Ten Kate took part in the trip undertaken by Prince Roland Bonaparte and the Marquis de Villeneuve to Scandinavia and Lapland, during the summer of 1884. In 1885, he was commissioned by the Prince to visit Dutch Guiana to study both the Indians and the Bush Negroes. He then went to Venezuela and returned to the Netherlands via the United States after crossing llanos in the summer of 1886. During this visit, he stayed at Grand River Reserve, Ontario and met the Senecas, who later adopted him.

After working in Algeria during 1886-87, he returned to the US for the third time in October 1887. Under Frank Hamilton Cushing's leadership, ten Kate participated in the studies of the Zuni tribe of the American Southwest as part of the Hemenway Southwestern Archaeological Expedition. He was with the expedition for about one year and wrote a book in 1889 entitled "A Foreigner's View of the Indian Question" and also raised funds for the cause of the Indians through the National Indian Defense Association. He then returned to the Netherlands via Mexico. In 1890, he was commissioned by the Royal Geographical Society under the auspices of Dutch government, to explore the anthropology of the aborigines of the islands of Java, Timor, Flores, Sumba (Sandalwood), Roti, and many others.

After exploring the Indian archipelago, he went to Australia, Tonga, and the Samoan and Society Islands of Polynesia. He journeyed to Tahiti and then to Peru. In Peru, he met Adolph Bandelier, an old friend who was conducting archaeological researches for the American Museum of Natural History.

In 1892, during a difficult journey, he crossed the Chilean Andes towards Argentina. In September of that year, he met in the Port of La Plata, where an uncle was working with the director of the La Plata Museum, with the expert Francisco P. Moreno, whom he had known since 1880, when both had met in Paris. Given this, Perito Moreno offers Kate the possibility of working on the organization of the Anthropological Section of the La Plata Museum. He accepts since it would be convenient for him to rest due to a malaria contracted in Indonesia. Also, he was waiting for an answer to a job applications in the United States.

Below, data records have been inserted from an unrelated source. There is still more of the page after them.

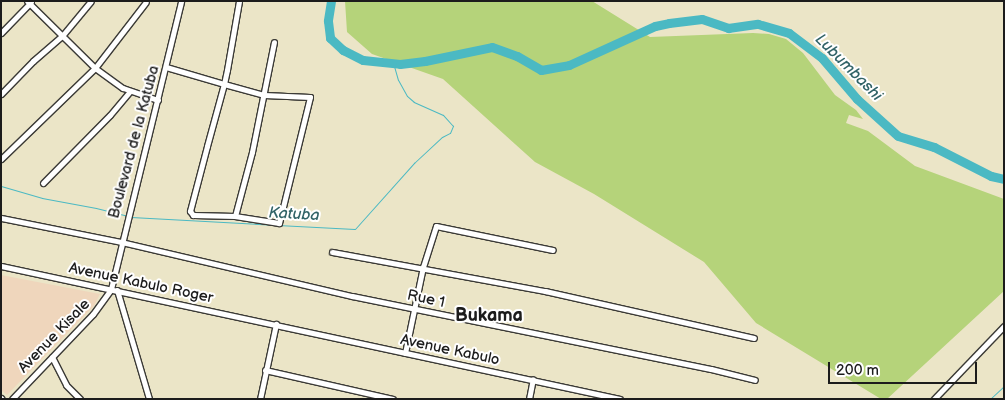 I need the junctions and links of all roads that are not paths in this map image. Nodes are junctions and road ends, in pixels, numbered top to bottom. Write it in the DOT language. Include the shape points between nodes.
graph roads {
  1 [pos="91,1"];
  2 [pos="181,1"];
  3 [pos="239,1"];
  4 [pos="30,2"];
  5 [pos="146,2"];
  6 [pos="1,33"];
  7 [pos="62,36"];
  8 [pos="274,42"];
  9 [pos="166,67"];
  10 [pos="96,68"];
  11 [pos="224,84"];
  12 [pos="130,91"];
  13 [pos="1,94"];
  14 [pos="264,95"];
  15 [pos="158,100"];
  16 [pos="1,159"];
  17 [pos="43,183"];
  18 [pos="235,216"];
  19 [pos="1,218"];
  20 [pos="121,242"];
  21 [pos="553,250"];
  22 [pos="332,252"];
  23 [pos="1,266"];
  24 [pos="423,267"];
  25 [pos="111,289"];
  26 [pos="117,290"];
  27 [pos="414,309"];
  28 [pos="276,324"];
  29 [pos="1004,326"];
  30 [pos="754,338"];
  31 [pos="405,353"];
  32 [pos="52,357"];
  33 [pos="265,370"];
  34 [pos="533,379"];
  35 [pos="756,380"];
  36 [pos="12,399"];
  37 [pos="80,399"];
  38 [pos="149,399"];
  39 [pos="260,399"];
  40 [pos="393,399"];
  41 [pos="529,399"];
  42 [pos="620,399"];
  43 [pos="934,399"];
  1 -- 7 [label="street"];
  2 -- 9 [label="street, Boulevard de la Katuba"];
  3 -- 11 [label="street"];
  4 -- 6 [label="street"];
  4 -- 7 [label="street"];
  5 -- 10 [label="street"];
  7 -- 10 [label="street"];
  7 -- 13 [label="street" via="32,61"];
  8 -- 14 [label="street"];
  9 -- 11 [label="street"];
  9 -- 15 [label="street, Boulevard de la Katuba"];
  10 -- 12 [label="street"];
  10 -- 16 [label="street"];
  11 -- 14 [label="street"];
  11 -- 18 [label="street" via="191,213"];
  12 -- 15 [label="street"];
  12 -- 17 [label="street" via="110,116"];
  14 -- 18 [label="street"];
  14 -- 18 [label="street" via="310,97 279,223"];
  15 -- 20 [label="street, Boulevard de la Katuba"];
  19 -- 20 [label="street, Rue 1"];
  20 -- 25 [label="street, Boulevard de la Katuba"];
  20 -- 27 [label="street, Rue 1"];
  21 -- 24 [label="street" via="436,226"];
  22 -- 24 [label="street"];
  23 -- 25 [label="street, Avenue Kabulo Roger"];
  24 -- 27 [label="street"];
  24 -- 30 [label="street"];
  25 -- 26 [label="street, Avenue Kabulo Roger"];
  25 -- 32 [label="street, Avenue Kisale" via="99,307"];
  26 -- 28 [label="street, Avenue Kabulo Roger"];
  26 -- 38 [label="street"];
  27 -- 31 [label="street"];
  27 -- 35 [label="street, Rue 1"];
  28 -- 31 [label="street, Avenue Kabulo"];
  28 -- 33 [label="street"];
  29 -- 43 [label="street"];
  31 -- 34 [label="street, Avenue Kabulo"];
  32 -- 36 [label="street, Avenue Kisale"];
  32 -- 37 [label="street" via="66,385"];
  33 -- 39 [label="street"];
  33 -- 40 [label="street"];
  34 -- 41 [label="street"];
  34 -- 42 [label="street, Avenue Kabulo"];
} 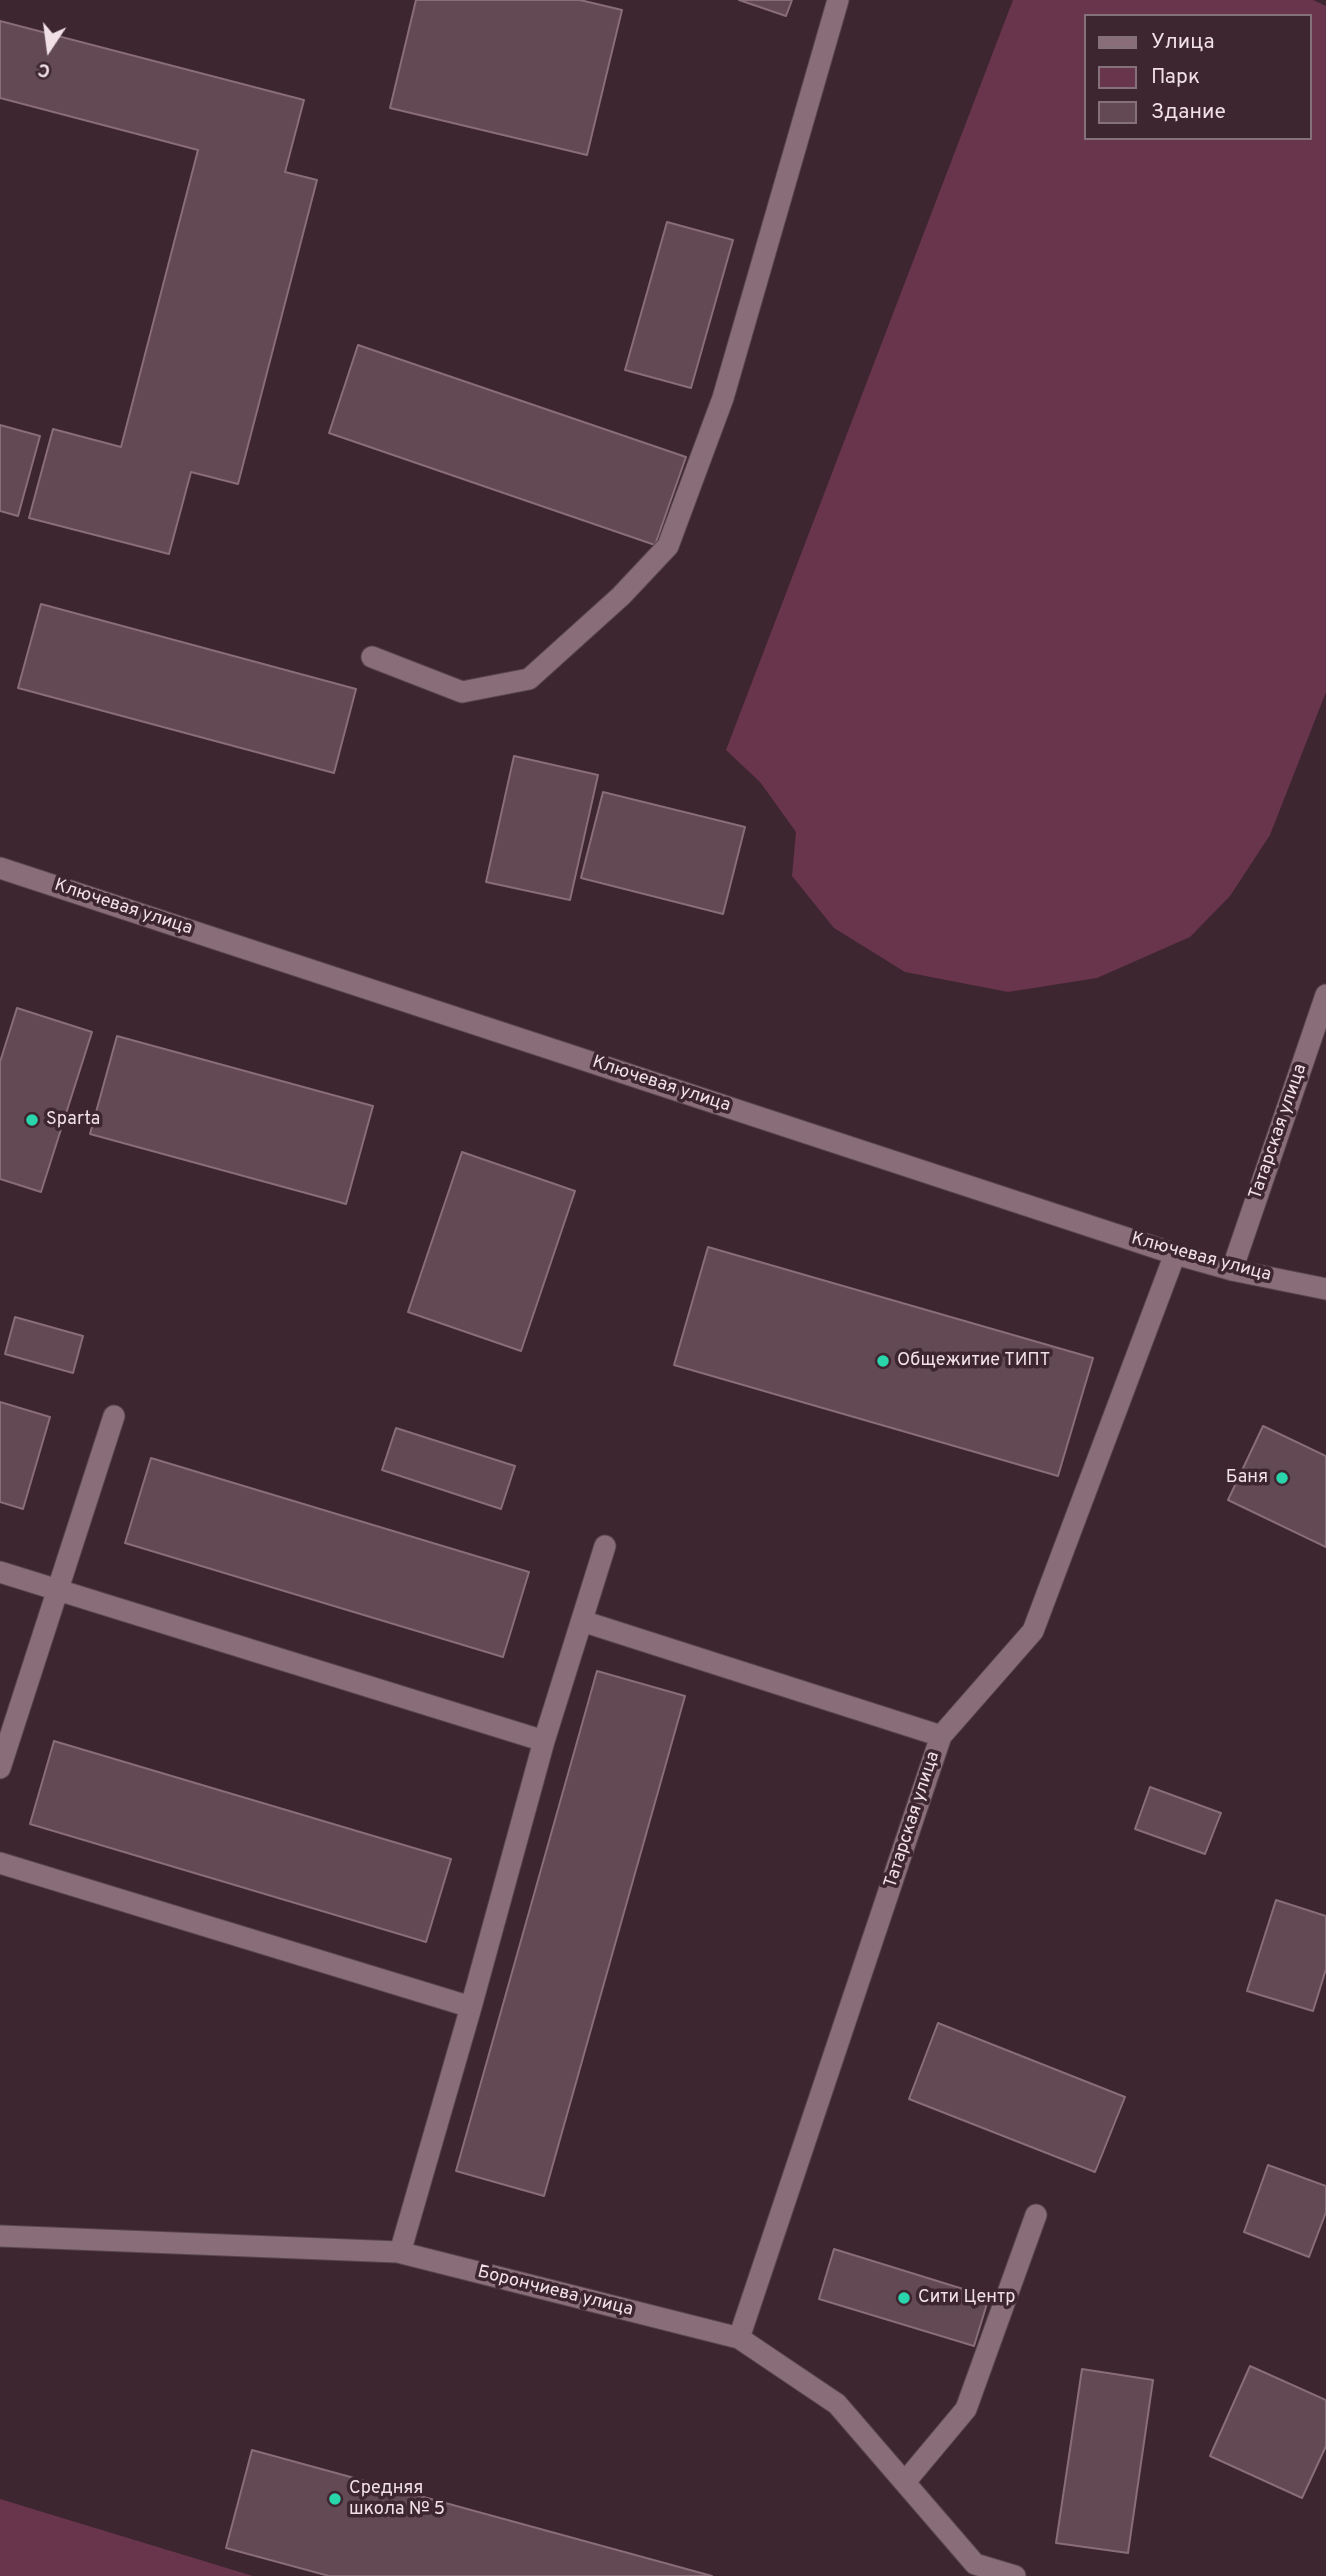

Between January and April 1893, he was in charge of the archaeological section. He went to an expedition to the northwest region of Argentina, where he was able to put into practice his important work experience. He also purchased some collections from local inhabitants, excavated graves to obtain skulls and skeletal parts that he would later use in studies of his specialty, took photographs of the indigenous inhabitants and drew up plans of the ruins. Later, in the anthropological section of the La Plata Museum he dedicated himself to office tasks, such as the organization and study of a collection made up of 300 skulls from indigenous groups that had lived in the province of Buenos Aires and  northern Patagonia. Towards July of that year, he left Argentina, returning to Europe, where he analyzed samples deposited there, which allowed him to write some comparative works.

Later, he returned to La Plata in Argentina, where has served as curator of the Anthropological Section of the La Plata Museum until 1897. During this time, he work intensely to increase and organize the photographic collection of individuals representative of South American groups, such as Araucanos, Tehuelches, Guayaquíes, Calchaquíes and Chiriguanos. When he resigned from his position at the La Plata Museum in July 1897, recommended German anthropologist Robert Lehmann-Nitsche as his successor, who served in this position until 1930. He also participated in an expedition to the Calchaquí region, in Argentinian northwest, where explored and collected many archaeological ruins. He then returned to the Netherlands in 1893 to publish monographs on his travels. Later he resumed his medical studies in Heidelberg and Freiburg. In 1897 he went to Java and then to Japan in 1898, where he lived for about 11 years and practiced medicine in various locations, such as Nagasaki, Yokohama and Kobe.

==Later life==
In 1906, ten Kate married Kimi Fujii, a woman from Yokohama. They visited Europe between 1909 and 1913. Subsequent to her death in 1919, he returned to Amsterdam. During his last years, he suffered from cardiac problems; he died in 1931. Ten Kate was a nephew of Jan Jakob Lodewijk ten Kate.